Scambio sicuro di documenti per banche e istituti finanziari
Documenti dei clienti che il suo fornitore non può leggere
Pratiche di finanziamento, fascicoli KYC, documentazione sinistri, richieste di audit - i documenti che un istituto finanziario scambia sono esattamente ciò che attacchi e incidenti vanno a cercare. GCN.ONE crittografa ogni documento nel browser prima del caricamento, così ciò che raggiunge i nostri server è testo cifrato che non possiamo leggere, e registra un certificato di consegna firmato crittograficamente quando il destinatario ritira i documenti.
L'email è il punto in cui i documenti finanziari trapelano
Le frodi di tipo business email compromise si nutrono di allegati finanziari: estratti conto, coordinate di pagamento e documenti d'identità viaggiano leggibili attraverso relay che né Lei né il suo cliente controllate, e restano nelle caselle di posta per sempre. Ogni allegato inviato per errore è un incidente da notificare e un problema di fiducia con il cliente.
I portali clienti risolvono in parte il problema, ma sono onerosi da introdurre, un peso per la controparte - e nella maggior parte dei casi l'operatore resta comunque in grado di leggere ciò che contengono. Per lo scambio di documenti, l'operatore più sicuro è quello che, strutturalmente, non può farlo.

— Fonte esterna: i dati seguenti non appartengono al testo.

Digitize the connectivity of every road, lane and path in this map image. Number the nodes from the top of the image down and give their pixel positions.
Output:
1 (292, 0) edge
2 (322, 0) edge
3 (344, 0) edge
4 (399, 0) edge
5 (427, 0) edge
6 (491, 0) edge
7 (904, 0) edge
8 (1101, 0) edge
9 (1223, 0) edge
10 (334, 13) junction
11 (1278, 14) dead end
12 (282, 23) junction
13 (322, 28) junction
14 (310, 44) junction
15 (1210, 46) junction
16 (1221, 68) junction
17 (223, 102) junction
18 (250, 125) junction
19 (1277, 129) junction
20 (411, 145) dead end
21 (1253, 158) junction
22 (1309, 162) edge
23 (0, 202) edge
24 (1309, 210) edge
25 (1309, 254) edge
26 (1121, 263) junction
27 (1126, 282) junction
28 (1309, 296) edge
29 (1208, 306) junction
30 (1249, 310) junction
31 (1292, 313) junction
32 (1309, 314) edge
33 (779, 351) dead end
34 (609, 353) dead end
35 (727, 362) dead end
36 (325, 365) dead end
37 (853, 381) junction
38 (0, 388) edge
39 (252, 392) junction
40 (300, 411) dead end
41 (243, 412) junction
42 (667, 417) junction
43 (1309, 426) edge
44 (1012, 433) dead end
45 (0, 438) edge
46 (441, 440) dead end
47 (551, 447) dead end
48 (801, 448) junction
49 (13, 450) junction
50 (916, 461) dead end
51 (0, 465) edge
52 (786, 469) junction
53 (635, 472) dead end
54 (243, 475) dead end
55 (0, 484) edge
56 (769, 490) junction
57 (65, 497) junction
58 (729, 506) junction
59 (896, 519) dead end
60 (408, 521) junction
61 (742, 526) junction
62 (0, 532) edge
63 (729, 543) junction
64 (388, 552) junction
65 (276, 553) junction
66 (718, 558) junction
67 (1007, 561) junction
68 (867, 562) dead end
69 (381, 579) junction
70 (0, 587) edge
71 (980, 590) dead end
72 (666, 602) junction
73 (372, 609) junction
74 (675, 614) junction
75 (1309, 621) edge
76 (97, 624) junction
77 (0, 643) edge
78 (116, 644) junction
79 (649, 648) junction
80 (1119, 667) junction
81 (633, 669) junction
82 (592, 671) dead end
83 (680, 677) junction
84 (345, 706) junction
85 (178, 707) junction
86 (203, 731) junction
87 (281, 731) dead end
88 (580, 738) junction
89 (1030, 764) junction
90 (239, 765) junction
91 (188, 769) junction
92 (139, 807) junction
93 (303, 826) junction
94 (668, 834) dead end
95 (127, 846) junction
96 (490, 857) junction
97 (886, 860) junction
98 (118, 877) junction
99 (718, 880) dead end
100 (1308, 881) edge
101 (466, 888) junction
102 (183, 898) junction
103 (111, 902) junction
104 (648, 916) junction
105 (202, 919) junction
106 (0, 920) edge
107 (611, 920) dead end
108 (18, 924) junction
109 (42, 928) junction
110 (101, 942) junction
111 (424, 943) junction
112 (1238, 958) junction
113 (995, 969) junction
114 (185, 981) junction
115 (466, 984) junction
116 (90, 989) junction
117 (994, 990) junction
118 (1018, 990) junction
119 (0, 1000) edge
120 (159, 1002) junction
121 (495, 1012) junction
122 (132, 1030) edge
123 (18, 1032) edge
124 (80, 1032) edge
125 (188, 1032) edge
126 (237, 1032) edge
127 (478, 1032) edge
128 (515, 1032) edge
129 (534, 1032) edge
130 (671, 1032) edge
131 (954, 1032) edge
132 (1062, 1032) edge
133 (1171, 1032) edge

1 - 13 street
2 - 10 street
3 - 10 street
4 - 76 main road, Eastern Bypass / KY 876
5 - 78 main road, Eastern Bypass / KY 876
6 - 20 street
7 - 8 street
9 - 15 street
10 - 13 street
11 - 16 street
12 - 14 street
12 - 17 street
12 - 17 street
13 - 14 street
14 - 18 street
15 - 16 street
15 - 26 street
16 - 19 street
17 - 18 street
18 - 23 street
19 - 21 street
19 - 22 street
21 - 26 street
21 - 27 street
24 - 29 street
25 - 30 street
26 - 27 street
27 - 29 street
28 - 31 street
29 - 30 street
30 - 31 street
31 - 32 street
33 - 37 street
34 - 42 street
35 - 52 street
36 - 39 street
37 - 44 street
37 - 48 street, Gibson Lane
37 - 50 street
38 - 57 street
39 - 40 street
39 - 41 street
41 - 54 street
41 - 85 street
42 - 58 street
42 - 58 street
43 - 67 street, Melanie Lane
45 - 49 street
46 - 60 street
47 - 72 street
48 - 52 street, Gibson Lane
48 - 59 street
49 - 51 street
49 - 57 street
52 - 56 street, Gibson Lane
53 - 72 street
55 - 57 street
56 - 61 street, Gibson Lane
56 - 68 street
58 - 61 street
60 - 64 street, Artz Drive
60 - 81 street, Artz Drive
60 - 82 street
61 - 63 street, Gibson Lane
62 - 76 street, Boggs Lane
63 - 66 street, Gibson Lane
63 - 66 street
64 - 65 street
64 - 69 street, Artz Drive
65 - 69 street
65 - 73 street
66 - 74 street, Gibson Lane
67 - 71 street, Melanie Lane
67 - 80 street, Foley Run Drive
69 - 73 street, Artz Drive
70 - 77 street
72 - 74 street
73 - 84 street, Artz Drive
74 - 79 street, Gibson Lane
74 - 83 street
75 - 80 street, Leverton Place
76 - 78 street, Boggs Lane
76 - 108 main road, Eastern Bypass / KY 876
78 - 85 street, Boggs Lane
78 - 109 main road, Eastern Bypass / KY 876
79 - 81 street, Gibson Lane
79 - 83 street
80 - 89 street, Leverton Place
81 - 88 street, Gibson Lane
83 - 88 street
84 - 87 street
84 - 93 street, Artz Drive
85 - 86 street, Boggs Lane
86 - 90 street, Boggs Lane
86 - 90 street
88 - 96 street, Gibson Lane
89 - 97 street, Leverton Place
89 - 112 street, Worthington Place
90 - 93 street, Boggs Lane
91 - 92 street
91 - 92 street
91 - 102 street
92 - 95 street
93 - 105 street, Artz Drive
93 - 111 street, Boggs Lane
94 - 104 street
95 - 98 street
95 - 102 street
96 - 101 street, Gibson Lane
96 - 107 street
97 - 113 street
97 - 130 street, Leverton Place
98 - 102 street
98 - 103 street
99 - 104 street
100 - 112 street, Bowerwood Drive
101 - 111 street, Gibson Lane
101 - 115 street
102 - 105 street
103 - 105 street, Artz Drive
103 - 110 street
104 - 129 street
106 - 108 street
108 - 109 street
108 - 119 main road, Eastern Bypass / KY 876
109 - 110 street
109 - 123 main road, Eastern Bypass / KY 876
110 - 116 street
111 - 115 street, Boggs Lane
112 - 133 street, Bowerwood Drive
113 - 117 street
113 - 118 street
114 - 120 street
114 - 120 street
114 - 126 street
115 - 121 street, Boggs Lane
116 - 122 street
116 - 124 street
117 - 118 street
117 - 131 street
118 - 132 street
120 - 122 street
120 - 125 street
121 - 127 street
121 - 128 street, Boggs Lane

Come funziona in un istituto regolamentato
Pensato per flussi documentali regolamentati
Prova di consegna per le comunicazioni che contano
Quando una comunicazione ha conseguenze legali o finanziarie - una costituzione in mora, una disdetta, un'offerta con termine - il certificato di consegna registra che cosa è stato consegnato, a chi ed esattamente quando, firmato crittograficamente così che chiunque possa verificarlo sulla nostra pagina pubblica di verifica senza doversi fidare di noi.
Alle sue spalle c'è il registro audit a prova di manomissione e ancorato pubblicamente: la registrazione non può essere alterata in silenzio a posteriori. Se in un caso concreto si applichi una specifica forma legale di notifica è una questione che spetta al diritto applicabile; non ci presentiamo come servizio elettronico di recapito certificato qualificato ai sensi di eIDAS.
Pensato per la sua valutazione del rischio di terze parti
Tutta l'infrastruttura opera nell'Unione europea, sotto giurisdizione UE, costruita secondo gli standard del GDPR fin dalle fondamenta. Per essere precisi sul confine: contenuti dei file, nomi dei file e messaggi sono cifrati lato client e per noi illeggibili; i metadati di trasferimento (mittente, destinatario, orari, dimensioni) vengono trattati per far funzionare il servizio. Trattamento minimo, imposto dall'architettura - esattamente il confine che le sue valutazioni di esternalizzazione e di protezione dei dati vogliono vedere.